Content starts

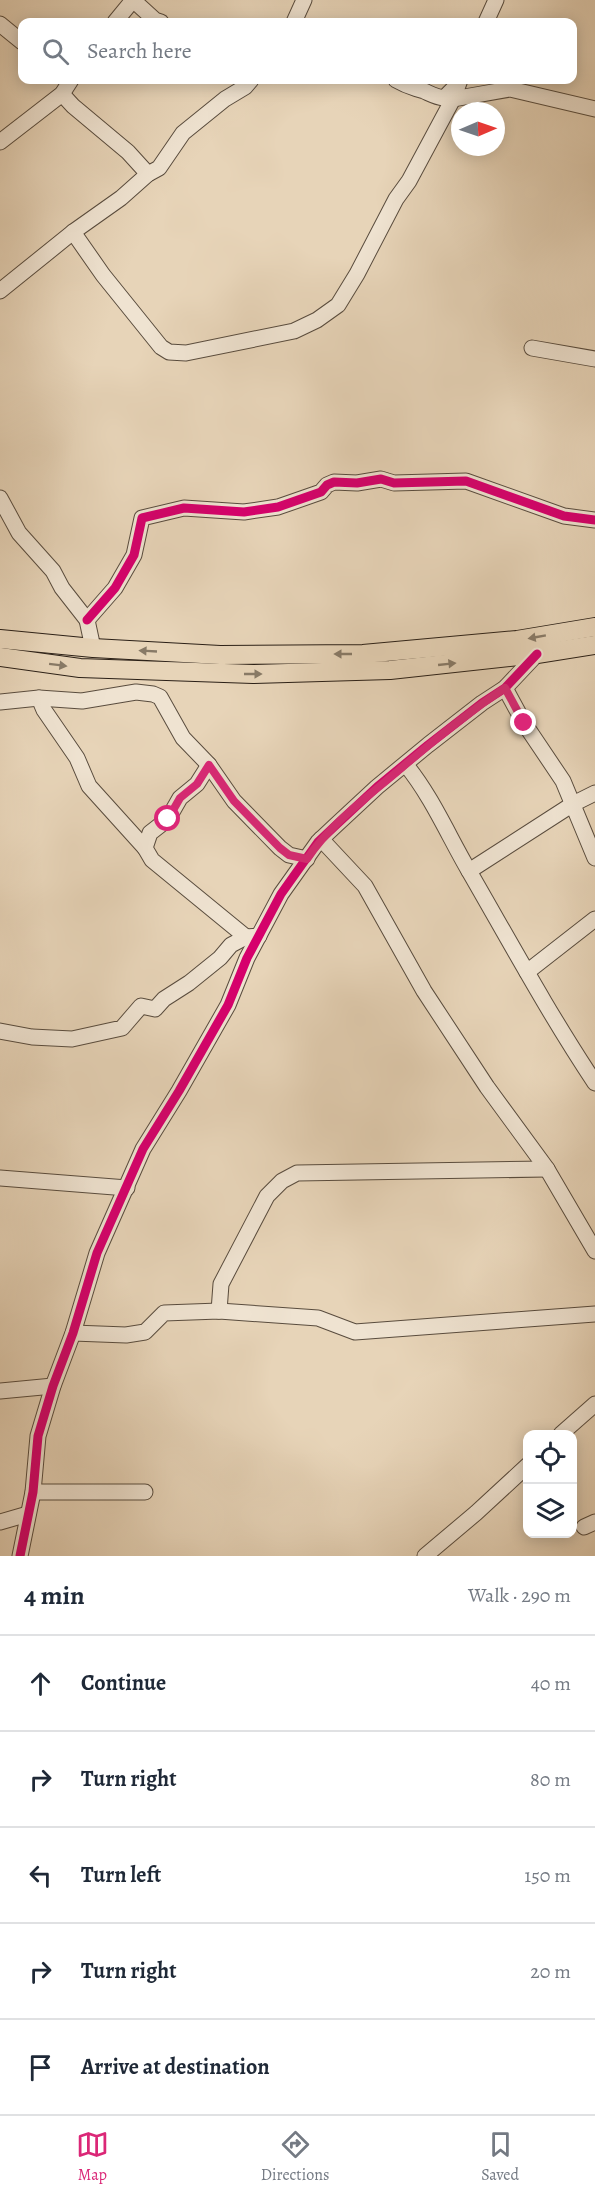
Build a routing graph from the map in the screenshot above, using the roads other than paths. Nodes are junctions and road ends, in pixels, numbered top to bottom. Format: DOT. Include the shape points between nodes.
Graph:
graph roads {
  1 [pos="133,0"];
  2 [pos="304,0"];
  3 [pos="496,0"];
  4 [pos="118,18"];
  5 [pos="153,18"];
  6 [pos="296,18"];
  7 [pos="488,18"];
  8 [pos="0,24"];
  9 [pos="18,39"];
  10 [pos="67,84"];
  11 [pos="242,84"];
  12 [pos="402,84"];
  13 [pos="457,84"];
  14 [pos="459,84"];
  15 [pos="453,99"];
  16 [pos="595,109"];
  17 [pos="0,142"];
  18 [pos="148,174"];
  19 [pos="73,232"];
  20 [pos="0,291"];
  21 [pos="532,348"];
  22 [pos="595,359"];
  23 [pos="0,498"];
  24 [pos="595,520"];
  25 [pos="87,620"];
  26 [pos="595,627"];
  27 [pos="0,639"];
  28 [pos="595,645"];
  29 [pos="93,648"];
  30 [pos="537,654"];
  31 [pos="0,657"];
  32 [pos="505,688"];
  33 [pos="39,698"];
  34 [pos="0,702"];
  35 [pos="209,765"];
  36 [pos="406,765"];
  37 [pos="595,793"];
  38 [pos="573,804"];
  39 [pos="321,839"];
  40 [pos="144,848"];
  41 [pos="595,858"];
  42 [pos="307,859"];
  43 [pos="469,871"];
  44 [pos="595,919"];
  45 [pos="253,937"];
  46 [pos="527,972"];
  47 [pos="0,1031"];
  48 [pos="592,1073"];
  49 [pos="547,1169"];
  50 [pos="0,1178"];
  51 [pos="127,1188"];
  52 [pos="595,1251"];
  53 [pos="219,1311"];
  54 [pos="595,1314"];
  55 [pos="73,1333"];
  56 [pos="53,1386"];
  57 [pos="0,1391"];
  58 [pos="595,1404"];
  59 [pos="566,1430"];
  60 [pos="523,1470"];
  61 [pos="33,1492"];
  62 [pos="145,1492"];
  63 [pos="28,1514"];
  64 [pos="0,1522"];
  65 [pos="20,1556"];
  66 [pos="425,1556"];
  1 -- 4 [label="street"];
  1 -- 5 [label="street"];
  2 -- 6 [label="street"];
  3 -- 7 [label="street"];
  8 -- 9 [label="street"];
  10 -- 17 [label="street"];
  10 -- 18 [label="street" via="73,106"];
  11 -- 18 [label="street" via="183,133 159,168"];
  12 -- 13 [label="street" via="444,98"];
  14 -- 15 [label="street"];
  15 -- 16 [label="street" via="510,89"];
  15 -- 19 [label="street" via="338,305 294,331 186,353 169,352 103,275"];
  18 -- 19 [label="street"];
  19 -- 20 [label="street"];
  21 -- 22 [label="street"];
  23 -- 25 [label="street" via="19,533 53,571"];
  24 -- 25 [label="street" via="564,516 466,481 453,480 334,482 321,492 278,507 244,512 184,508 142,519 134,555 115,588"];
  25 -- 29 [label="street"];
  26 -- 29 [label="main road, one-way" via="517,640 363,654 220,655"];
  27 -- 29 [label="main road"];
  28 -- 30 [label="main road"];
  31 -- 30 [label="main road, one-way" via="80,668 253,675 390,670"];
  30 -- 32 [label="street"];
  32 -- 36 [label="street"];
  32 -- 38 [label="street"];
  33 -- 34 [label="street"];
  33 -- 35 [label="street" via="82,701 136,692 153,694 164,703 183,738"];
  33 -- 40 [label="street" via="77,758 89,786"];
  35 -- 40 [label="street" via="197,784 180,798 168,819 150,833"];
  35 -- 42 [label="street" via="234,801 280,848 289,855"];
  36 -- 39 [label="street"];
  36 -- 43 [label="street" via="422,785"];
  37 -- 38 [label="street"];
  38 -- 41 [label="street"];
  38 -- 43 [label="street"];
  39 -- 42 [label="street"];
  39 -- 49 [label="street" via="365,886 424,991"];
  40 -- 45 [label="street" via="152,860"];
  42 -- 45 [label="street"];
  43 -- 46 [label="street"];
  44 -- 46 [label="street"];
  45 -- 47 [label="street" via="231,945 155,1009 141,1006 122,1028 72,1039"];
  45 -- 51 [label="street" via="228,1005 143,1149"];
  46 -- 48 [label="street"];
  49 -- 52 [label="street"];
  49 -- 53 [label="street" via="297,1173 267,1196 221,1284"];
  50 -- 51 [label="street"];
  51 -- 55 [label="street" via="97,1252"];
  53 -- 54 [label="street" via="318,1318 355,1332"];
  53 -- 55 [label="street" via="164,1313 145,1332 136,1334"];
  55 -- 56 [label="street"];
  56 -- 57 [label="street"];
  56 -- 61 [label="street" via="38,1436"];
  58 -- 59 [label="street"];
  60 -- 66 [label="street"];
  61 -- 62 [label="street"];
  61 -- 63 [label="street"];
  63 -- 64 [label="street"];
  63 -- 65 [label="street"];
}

Content ends

Brief
Every line of the material above should be repeated exactly, except for the pictures.

Output for this exercise
Build a routing graph from the map in the screenshot above, using the roads other than paths. Nodes are junctions and road ends, in pixels, numbered top to bottom. Format: DOT. Include the shape points between nodes.
Graph:
graph roads {
  1 [pos="133,0"];
  2 [pos="304,0"];
  3 [pos="496,0"];
  4 [pos="118,18"];
  5 [pos="153,18"];
  6 [pos="296,18"];
  7 [pos="488,18"];
  8 [pos="0,24"];
  9 [pos="18,39"];
  10 [pos="67,84"];
  11 [pos="242,84"];
  12 [pos="402,84"];
  13 [pos="457,84"];
  14 [pos="459,84"];
  15 [pos="453,99"];
  16 [pos="595,109"];
  17 [pos="0,142"];
  18 [pos="148,174"];
  19 [pos="73,232"];
  20 [pos="0,291"];
  21 [pos="532,348"];
  22 [pos="595,359"];
  23 [pos="0,498"];
  24 [pos="595,520"];
  25 [pos="87,620"];
  26 [pos="595,627"];
  27 [pos="0,639"];
  28 [pos="595,645"];
  29 [pos="93,648"];
  30 [pos="537,654"];
  31 [pos="0,657"];
  32 [pos="505,688"];
  33 [pos="39,698"];
  34 [pos="0,702"];
  35 [pos="209,765"];
  36 [pos="406,765"];
  37 [pos="595,793"];
  38 [pos="573,804"];
  39 [pos="321,839"];
  40 [pos="144,848"];
  41 [pos="595,858"];
  42 [pos="307,859"];
  43 [pos="469,871"];
  44 [pos="595,919"];
  45 [pos="253,937"];
  46 [pos="527,972"];
  47 [pos="0,1031"];
  48 [pos="592,1073"];
  49 [pos="547,1169"];
  50 [pos="0,1178"];
  51 [pos="127,1188"];
  52 [pos="595,1251"];
  53 [pos="219,1311"];
  54 [pos="595,1314"];
  55 [pos="73,1333"];
  56 [pos="53,1386"];
  57 [pos="0,1391"];
  58 [pos="595,1404"];
  59 [pos="566,1430"];
  60 [pos="523,1470"];
  61 [pos="33,1492"];
  62 [pos="145,1492"];
  63 [pos="28,1514"];
  64 [pos="0,1522"];
  65 [pos="20,1556"];
  66 [pos="425,1556"];
  1 -- 4 [label="street"];
  1 -- 5 [label="street"];
  2 -- 6 [label="street"];
  3 -- 7 [label="street"];
  8 -- 9 [label="street"];
  10 -- 17 [label="street"];
  10 -- 18 [label="street" via="73,106"];
  11 -- 18 [label="street" via="183,133 159,168"];
  12 -- 13 [label="street" via="444,98"];
  14 -- 15 [label="street"];
  15 -- 16 [label="street" via="510,89"];
  15 -- 19 [label="street" via="338,305 294,331 186,353 169,352 103,275"];
  18 -- 19 [label="street"];
  19 -- 20 [label="street"];
  21 -- 22 [label="street"];
  23 -- 25 [label="street" via="19,533 53,571"];
  24 -- 25 [label="street" via="564,516 466,481 453,480 334,482 321,492 278,507 244,512 184,508 142,519 134,555 115,588"];
  25 -- 29 [label="street"];
  26 -- 29 [label="main road, one-way" via="517,640 363,654 220,655"];
  27 -- 29 [label="main road"];
  28 -- 30 [label="main road"];
  31 -- 30 [label="main road, one-way" via="80,668 253,675 390,670"];
  30 -- 32 [label="street"];
  32 -- 36 [label="street"];
  32 -- 38 [label="street"];
  33 -- 34 [label="street"];
  33 -- 35 [label="street" via="82,701 136,692 153,694 164,703 183,738"];
  33 -- 40 [label="street" via="77,758 89,786"];
  35 -- 40 [label="street" via="197,784 180,798 168,819 150,833"];
  35 -- 42 [label="street" via="234,801 280,848 289,855"];
  36 -- 39 [label="street"];
  36 -- 43 [label="street" via="422,785"];
  37 -- 38 [label="street"];
  38 -- 41 [label="street"];
  38 -- 43 [label="street"];
  39 -- 42 [label="street"];
  39 -- 49 [label="street" via="365,886 424,991"];
  40 -- 45 [label="street" via="152,860"];
  42 -- 45 [label="street"];
  43 -- 46 [label="street"];
  44 -- 46 [label="street"];
  45 -- 47 [label="street" via="231,945 155,1009 141,1006 122,1028 72,1039"];
  45 -- 51 [label="street" via="228,1005 143,1149"];
  46 -- 48 [label="street"];
  49 -- 52 [label="street"];
  49 -- 53 [label="street" via="297,1173 267,1196 221,1284"];
  50 -- 51 [label="street"];
  51 -- 55 [label="street" via="97,1252"];
  53 -- 54 [label="street" via="318,1318 355,1332"];
  53 -- 55 [label="street" via="164,1313 145,1332 136,1334"];
  55 -- 56 [label="street"];
  56 -- 57 [label="street"];
  56 -- 61 [label="street" via="38,1436"];
  58 -- 59 [label="street"];
  60 -- 66 [label="street"];
  61 -- 62 [label="street"];
  61 -- 63 [label="street"];
  63 -- 64 [label="street"];
  63 -- 65 [label="street"];
}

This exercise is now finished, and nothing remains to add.